=== Section Start ===
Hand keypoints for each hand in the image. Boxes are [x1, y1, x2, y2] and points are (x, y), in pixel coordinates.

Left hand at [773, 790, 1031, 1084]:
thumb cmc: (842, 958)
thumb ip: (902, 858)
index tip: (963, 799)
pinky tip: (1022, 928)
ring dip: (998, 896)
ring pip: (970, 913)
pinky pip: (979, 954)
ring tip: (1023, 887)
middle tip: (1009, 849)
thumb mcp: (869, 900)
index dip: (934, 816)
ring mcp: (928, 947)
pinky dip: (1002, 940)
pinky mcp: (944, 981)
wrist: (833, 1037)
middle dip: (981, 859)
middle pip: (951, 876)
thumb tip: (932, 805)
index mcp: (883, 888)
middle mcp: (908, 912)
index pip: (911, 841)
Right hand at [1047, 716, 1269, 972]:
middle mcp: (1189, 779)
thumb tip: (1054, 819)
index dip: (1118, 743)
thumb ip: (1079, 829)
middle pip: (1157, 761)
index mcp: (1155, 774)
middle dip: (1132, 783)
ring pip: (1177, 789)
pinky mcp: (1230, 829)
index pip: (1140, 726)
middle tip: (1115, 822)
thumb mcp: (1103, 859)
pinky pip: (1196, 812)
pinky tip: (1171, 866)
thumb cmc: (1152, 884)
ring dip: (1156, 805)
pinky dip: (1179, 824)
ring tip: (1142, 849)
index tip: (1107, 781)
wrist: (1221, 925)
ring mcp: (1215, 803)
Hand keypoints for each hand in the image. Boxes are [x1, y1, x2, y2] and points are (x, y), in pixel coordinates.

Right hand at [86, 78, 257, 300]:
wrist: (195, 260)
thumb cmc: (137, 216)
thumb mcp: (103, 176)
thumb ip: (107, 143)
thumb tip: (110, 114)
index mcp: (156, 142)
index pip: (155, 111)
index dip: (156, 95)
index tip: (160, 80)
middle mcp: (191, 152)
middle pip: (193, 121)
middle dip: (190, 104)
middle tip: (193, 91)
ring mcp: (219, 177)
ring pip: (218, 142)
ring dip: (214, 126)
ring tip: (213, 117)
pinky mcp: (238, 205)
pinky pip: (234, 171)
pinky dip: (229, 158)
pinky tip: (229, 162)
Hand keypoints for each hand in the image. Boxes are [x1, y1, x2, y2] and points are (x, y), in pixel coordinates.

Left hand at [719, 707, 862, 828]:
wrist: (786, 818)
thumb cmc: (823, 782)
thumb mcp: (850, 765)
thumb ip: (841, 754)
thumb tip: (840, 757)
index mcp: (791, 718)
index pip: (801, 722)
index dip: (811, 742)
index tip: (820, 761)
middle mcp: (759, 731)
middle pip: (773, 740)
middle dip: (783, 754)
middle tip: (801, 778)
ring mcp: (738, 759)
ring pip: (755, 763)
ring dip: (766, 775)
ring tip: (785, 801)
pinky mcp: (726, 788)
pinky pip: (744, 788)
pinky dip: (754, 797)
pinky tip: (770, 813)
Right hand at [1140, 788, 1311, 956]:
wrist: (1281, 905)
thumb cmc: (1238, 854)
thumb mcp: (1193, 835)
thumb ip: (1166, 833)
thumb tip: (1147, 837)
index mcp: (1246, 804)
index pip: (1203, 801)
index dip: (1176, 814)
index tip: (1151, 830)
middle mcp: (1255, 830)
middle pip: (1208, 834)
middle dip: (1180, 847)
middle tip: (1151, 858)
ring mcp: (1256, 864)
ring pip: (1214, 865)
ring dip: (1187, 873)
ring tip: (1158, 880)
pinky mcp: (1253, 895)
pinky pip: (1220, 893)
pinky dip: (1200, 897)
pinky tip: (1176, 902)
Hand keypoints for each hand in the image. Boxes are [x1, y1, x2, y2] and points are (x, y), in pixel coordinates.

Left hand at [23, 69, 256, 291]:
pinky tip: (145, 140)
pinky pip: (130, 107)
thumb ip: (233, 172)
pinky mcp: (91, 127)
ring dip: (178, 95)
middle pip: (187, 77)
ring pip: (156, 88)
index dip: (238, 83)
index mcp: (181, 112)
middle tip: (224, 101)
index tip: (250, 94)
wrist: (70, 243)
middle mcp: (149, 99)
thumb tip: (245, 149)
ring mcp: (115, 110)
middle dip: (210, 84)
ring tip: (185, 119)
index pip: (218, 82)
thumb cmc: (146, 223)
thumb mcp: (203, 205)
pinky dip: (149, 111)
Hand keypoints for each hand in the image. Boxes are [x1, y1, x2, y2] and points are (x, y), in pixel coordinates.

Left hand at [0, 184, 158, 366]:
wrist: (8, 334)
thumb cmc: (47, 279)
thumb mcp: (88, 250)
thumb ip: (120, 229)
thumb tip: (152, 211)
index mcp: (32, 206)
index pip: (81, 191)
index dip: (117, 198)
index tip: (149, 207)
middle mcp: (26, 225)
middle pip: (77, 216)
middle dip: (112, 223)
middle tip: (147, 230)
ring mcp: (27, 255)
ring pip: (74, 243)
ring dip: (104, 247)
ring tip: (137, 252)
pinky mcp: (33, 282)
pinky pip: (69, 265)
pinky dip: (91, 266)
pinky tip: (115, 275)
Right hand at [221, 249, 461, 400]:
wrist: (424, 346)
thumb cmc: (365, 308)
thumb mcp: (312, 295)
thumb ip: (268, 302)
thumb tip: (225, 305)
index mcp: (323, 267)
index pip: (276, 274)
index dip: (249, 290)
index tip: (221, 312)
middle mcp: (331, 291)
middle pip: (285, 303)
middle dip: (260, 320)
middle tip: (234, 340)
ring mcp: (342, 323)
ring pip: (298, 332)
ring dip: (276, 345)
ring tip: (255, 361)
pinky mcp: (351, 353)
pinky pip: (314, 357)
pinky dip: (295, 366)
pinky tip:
=== Section End ===
Assignment: Going back over the entries above, copy word for word every line from the one that has "thumb cmc: (823, 782)" on through the one that has "pinky tip: (1176, 902)".

Result for this exercise:
thumb cmc: (823, 782)
thumb mcp: (850, 765)
thumb ip: (841, 754)
thumb tip: (840, 757)
index mcp: (791, 718)
index pip: (801, 722)
index dip: (811, 742)
index tip: (820, 761)
middle mcp: (759, 731)
middle pip: (773, 740)
middle dip: (783, 754)
middle tip: (801, 778)
ring mcp: (738, 759)
ring pip: (755, 763)
ring dip: (766, 775)
ring tip: (785, 801)
pinky mcp: (726, 788)
pinky pip: (744, 788)
pinky dip: (754, 797)
pinky tip: (770, 813)
Right hand at [1140, 788, 1311, 956]:
wrist: (1281, 905)
thumb cmc: (1238, 854)
thumb mcp: (1193, 835)
thumb ip: (1166, 833)
thumb tip: (1147, 837)
index mcp: (1246, 804)
index pip: (1203, 801)
index dip: (1176, 814)
index tip: (1151, 830)
middle mcp: (1255, 830)
middle pip: (1208, 834)
middle dip: (1180, 847)
middle tip: (1151, 858)
ring mcp: (1256, 864)
ring pip: (1214, 865)
ring dip: (1187, 873)
ring tip: (1158, 880)
pinky mcp: (1253, 895)
pinky pip: (1220, 893)
pinky dip: (1200, 897)
pinky tip: (1176, 902)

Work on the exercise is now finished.